• Your assignment:
Retype the data below exactly; skip every image.
---
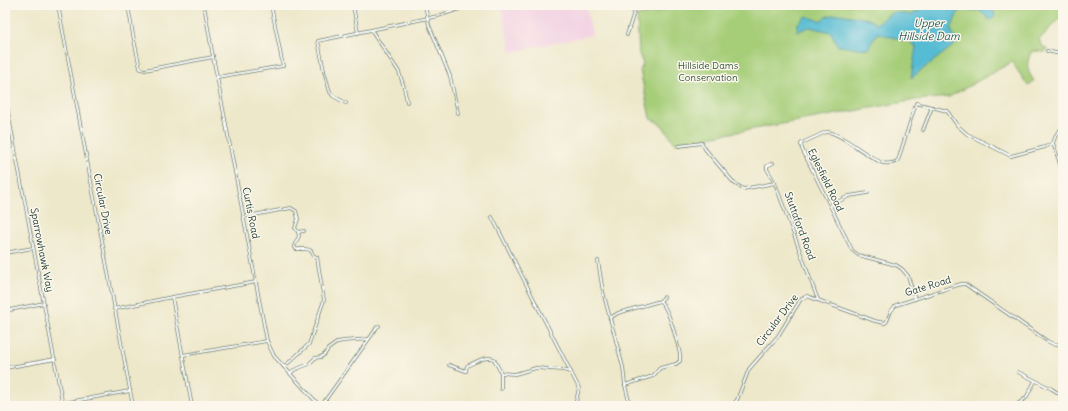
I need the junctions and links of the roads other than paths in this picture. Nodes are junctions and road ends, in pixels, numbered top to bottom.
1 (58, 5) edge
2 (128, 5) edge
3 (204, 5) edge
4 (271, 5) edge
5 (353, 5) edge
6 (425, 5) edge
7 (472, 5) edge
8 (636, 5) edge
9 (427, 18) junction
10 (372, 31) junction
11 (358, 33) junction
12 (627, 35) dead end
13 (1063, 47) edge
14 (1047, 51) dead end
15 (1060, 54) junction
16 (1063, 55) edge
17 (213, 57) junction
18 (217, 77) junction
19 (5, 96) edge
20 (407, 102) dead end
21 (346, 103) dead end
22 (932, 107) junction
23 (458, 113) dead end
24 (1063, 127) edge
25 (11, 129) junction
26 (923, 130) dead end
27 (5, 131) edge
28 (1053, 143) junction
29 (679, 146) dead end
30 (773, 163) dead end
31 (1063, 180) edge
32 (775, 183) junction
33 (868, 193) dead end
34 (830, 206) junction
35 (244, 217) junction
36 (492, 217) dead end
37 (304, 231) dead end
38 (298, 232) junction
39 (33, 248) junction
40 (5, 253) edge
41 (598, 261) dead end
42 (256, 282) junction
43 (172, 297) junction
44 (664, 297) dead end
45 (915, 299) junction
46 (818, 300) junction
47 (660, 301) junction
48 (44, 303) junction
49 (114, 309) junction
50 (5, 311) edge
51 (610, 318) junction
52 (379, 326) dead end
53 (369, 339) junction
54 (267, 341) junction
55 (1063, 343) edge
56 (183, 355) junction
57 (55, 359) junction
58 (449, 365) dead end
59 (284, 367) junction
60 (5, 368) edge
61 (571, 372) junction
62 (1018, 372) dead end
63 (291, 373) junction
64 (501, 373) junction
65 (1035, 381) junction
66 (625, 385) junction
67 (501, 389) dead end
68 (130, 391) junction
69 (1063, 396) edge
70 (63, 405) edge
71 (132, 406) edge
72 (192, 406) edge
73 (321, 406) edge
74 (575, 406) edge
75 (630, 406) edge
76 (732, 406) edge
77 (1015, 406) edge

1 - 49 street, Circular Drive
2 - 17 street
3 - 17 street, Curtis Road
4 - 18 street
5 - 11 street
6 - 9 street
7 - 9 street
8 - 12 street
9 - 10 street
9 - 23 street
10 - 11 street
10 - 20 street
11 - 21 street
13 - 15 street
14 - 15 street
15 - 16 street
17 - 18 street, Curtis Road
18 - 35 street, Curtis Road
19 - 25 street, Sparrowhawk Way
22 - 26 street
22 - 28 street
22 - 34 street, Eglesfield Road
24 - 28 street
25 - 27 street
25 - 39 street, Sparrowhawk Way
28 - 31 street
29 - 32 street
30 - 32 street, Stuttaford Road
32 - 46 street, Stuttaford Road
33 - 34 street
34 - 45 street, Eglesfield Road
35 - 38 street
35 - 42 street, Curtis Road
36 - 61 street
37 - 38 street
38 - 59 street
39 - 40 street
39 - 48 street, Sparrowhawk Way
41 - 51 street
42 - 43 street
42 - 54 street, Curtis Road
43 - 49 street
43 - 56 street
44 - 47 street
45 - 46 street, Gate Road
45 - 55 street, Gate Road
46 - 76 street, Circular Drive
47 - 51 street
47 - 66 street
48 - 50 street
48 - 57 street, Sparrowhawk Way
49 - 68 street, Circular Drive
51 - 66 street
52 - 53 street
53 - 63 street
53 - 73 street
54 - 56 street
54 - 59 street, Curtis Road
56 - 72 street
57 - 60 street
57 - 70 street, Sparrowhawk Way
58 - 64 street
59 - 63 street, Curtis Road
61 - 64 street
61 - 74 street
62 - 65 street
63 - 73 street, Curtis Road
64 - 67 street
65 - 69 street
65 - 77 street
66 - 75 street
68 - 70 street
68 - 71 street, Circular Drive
---
• Answer space:
I need the junctions and links of the roads other than paths in this picture. Nodes are junctions and road ends, in pixels, numbered top to bottom.
1 (58, 5) edge
2 (128, 5) edge
3 (204, 5) edge
4 (271, 5) edge
5 (353, 5) edge
6 (425, 5) edge
7 (472, 5) edge
8 (636, 5) edge
9 (427, 18) junction
10 (372, 31) junction
11 (358, 33) junction
12 (627, 35) dead end
13 (1063, 47) edge
14 (1047, 51) dead end
15 (1060, 54) junction
16 (1063, 55) edge
17 (213, 57) junction
18 (217, 77) junction
19 (5, 96) edge
20 (407, 102) dead end
21 (346, 103) dead end
22 (932, 107) junction
23 (458, 113) dead end
24 (1063, 127) edge
25 (11, 129) junction
26 (923, 130) dead end
27 (5, 131) edge
28 (1053, 143) junction
29 (679, 146) dead end
30 (773, 163) dead end
31 (1063, 180) edge
32 (775, 183) junction
33 (868, 193) dead end
34 (830, 206) junction
35 (244, 217) junction
36 (492, 217) dead end
37 (304, 231) dead end
38 (298, 232) junction
39 (33, 248) junction
40 (5, 253) edge
41 (598, 261) dead end
42 (256, 282) junction
43 (172, 297) junction
44 (664, 297) dead end
45 (915, 299) junction
46 (818, 300) junction
47 (660, 301) junction
48 (44, 303) junction
49 (114, 309) junction
50 (5, 311) edge
51 (610, 318) junction
52 (379, 326) dead end
53 (369, 339) junction
54 (267, 341) junction
55 (1063, 343) edge
56 (183, 355) junction
57 (55, 359) junction
58 (449, 365) dead end
59 (284, 367) junction
60 (5, 368) edge
61 (571, 372) junction
62 (1018, 372) dead end
63 (291, 373) junction
64 (501, 373) junction
65 (1035, 381) junction
66 (625, 385) junction
67 (501, 389) dead end
68 (130, 391) junction
69 (1063, 396) edge
70 (63, 405) edge
71 (132, 406) edge
72 (192, 406) edge
73 (321, 406) edge
74 (575, 406) edge
75 (630, 406) edge
76 (732, 406) edge
77 (1015, 406) edge

1 - 49 street, Circular Drive
2 - 17 street
3 - 17 street, Curtis Road
4 - 18 street
5 - 11 street
6 - 9 street
7 - 9 street
8 - 12 street
9 - 10 street
9 - 23 street
10 - 11 street
10 - 20 street
11 - 21 street
13 - 15 street
14 - 15 street
15 - 16 street
17 - 18 street, Curtis Road
18 - 35 street, Curtis Road
19 - 25 street, Sparrowhawk Way
22 - 26 street
22 - 28 street
22 - 34 street, Eglesfield Road
24 - 28 street
25 - 27 street
25 - 39 street, Sparrowhawk Way
28 - 31 street
29 - 32 street
30 - 32 street, Stuttaford Road
32 - 46 street, Stuttaford Road
33 - 34 street
34 - 45 street, Eglesfield Road
35 - 38 street
35 - 42 street, Curtis Road
36 - 61 street
37 - 38 street
38 - 59 street
39 - 40 street
39 - 48 street, Sparrowhawk Way
41 - 51 street
42 - 43 street
42 - 54 street, Curtis Road
43 - 49 street
43 - 56 street
44 - 47 street
45 - 46 street, Gate Road
45 - 55 street, Gate Road
46 - 76 street, Circular Drive
47 - 51 street
47 - 66 street
48 - 50 street
48 - 57 street, Sparrowhawk Way
49 - 68 street, Circular Drive
51 - 66 street
52 - 53 street
53 - 63 street
53 - 73 street
54 - 56 street
54 - 59 street, Curtis Road
56 - 72 street
57 - 60 street
57 - 70 street, Sparrowhawk Way
58 - 64 street
59 - 63 street, Curtis Road
61 - 64 street
61 - 74 street
62 - 65 street
63 - 73 street, Curtis Road
64 - 67 street
65 - 69 street
65 - 77 street
66 - 75 street
68 - 70 street
68 - 71 street, Circular Drive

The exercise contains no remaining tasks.